In an interview, Myo Win, a former political prisoner and medical doctor, provided insights into the health conditions in Mandalay prison where he was jailed from 1999 until 2004.
Since Win [whose name was changed to protect his identity] knew the head prison doctor from medical school, he was allowed to live and work in the prison hospital instead of the general prison. His good rapport with the prison warden also gave him some autonomy in treating patients.
Although the International Committee of the Red Cross (ICRC) paid quarterly visits to Burmese prisons during the years of Win’s imprisonment—a service which vastly improved prison conditions—his stories of the diseases present in the prison, and the conflict experienced by many forced to work for the regime, echo those of other prisoners at the time. Infectious diseases, mental health concerns, and torture were constant concerns in this prison.
Infectious Diseases and Outbreaks
The most common conditions in Mandalay prison were malaria, tuberculosis, and malnutrition, Win said. Two severe cholera outbreaks occurred in Mandalay prison between 1999 and 2004. During that time the prison did not have enough IV fluids and antibiotics to treat the cases, and it took days for the government to respond with supplies. According to the doctor, during the more lethal of the two outbreaks 36 prisoners died.

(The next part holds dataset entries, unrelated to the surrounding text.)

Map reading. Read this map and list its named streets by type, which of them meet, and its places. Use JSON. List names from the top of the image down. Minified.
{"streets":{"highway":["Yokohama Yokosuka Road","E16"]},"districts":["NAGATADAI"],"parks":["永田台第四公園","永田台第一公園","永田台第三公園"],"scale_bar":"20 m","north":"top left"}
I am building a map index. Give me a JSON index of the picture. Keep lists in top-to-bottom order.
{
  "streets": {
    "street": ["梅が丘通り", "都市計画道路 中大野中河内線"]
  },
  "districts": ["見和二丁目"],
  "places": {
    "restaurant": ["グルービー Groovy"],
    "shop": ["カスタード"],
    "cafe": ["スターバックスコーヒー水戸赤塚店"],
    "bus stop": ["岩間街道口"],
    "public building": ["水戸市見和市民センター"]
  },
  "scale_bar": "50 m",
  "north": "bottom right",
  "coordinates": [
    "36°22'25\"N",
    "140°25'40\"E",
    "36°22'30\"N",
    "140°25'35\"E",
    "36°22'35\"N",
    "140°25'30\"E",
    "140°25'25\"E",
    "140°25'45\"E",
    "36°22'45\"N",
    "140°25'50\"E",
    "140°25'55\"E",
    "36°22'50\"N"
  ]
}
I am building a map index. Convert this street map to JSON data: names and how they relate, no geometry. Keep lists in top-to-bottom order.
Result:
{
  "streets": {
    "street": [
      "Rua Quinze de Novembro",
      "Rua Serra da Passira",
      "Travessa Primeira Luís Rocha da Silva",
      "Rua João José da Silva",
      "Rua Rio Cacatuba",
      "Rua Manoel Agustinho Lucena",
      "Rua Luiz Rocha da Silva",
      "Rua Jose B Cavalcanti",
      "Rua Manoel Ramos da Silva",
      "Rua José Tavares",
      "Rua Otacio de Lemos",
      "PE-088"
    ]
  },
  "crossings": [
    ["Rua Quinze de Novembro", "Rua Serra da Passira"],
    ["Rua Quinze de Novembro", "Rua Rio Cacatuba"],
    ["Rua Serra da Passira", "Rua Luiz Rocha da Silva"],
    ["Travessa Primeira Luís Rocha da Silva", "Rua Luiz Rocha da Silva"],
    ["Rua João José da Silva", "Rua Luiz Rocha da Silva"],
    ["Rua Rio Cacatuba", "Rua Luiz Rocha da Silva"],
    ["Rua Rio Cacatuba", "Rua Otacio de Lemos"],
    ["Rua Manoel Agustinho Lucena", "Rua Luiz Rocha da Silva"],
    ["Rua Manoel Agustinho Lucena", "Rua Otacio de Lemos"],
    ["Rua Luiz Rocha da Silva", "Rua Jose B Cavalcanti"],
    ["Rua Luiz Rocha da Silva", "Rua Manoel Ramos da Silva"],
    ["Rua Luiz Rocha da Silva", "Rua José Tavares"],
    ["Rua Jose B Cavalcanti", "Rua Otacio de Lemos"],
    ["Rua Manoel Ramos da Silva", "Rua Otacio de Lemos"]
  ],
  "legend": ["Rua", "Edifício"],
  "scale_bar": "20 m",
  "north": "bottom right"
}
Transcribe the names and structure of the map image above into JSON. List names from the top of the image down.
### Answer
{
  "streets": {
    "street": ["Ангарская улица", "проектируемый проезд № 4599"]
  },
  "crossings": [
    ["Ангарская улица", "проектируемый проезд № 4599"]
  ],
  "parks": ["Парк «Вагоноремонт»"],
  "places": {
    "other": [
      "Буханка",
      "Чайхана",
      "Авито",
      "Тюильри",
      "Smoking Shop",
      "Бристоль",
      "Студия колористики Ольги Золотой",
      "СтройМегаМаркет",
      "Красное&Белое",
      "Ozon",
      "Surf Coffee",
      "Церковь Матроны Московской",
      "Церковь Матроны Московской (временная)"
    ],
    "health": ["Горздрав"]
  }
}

Most prisoners also experienced some degree of depression, anxiety, extreme stress, or psychosis. Between 1999 and 2004, there were around 20 successful suicides and many more attempts at the prison.
Interrogation and Torture
Prisoners were frequently sent to the clinic bearing signs of torture. According to Win, prison officials marked May 27, 2000, the tenth anniversary of the NLD winning the last free and open election in Burma, by doling out physical punishment to the political prisoners. Loud music was blared over the prison loudspeakers, seemingly to muffle the shrieks from the prison blocks, and shortly after the music began the clinic began receiving a steady stream of prisoners with head trauma and broken bones. Many appeared to have been brutally beaten. The caseload grew so heavy that the physician begged prison authorities to send an orthopedic surgeon to help address the numerous severe fractures.
Dual Loyalty: A Duty to Oneself and One’s Employer
Torture also forced Win to struggle with his own medical ethics. During Win’s prison term one of his jobs was to perform autopsies. Injuries that he believed were the result of torture, like ruptured spleens and bruised brains, were frequently the cause of death, he said. But to preserve his position in the hospital he wrote alternative causes of death on the death certificates such as “complication of hypertension” or “chronic lung disease.” Win struggled with his decisions but said that it was more important to continue to provide crucial services to living prisoners than write real causes of death on certificates and lose his position.
In 2012, Burma’s new regime has released hundreds of political prisoners in response to international pressure, but hundreds more remain behind bars. Releasing dissidents is an important step toward national reconciliation and legitimizing the government, however, more must be done. Political prisoners have suffered torture, denial of medical care, and loss of dignity at the hands of the state. They are entitled to reparations, an official apology, and a promise that Burma will never again see such injustices.
The government of Burma needs to do more: just releasing prisoners is not enough.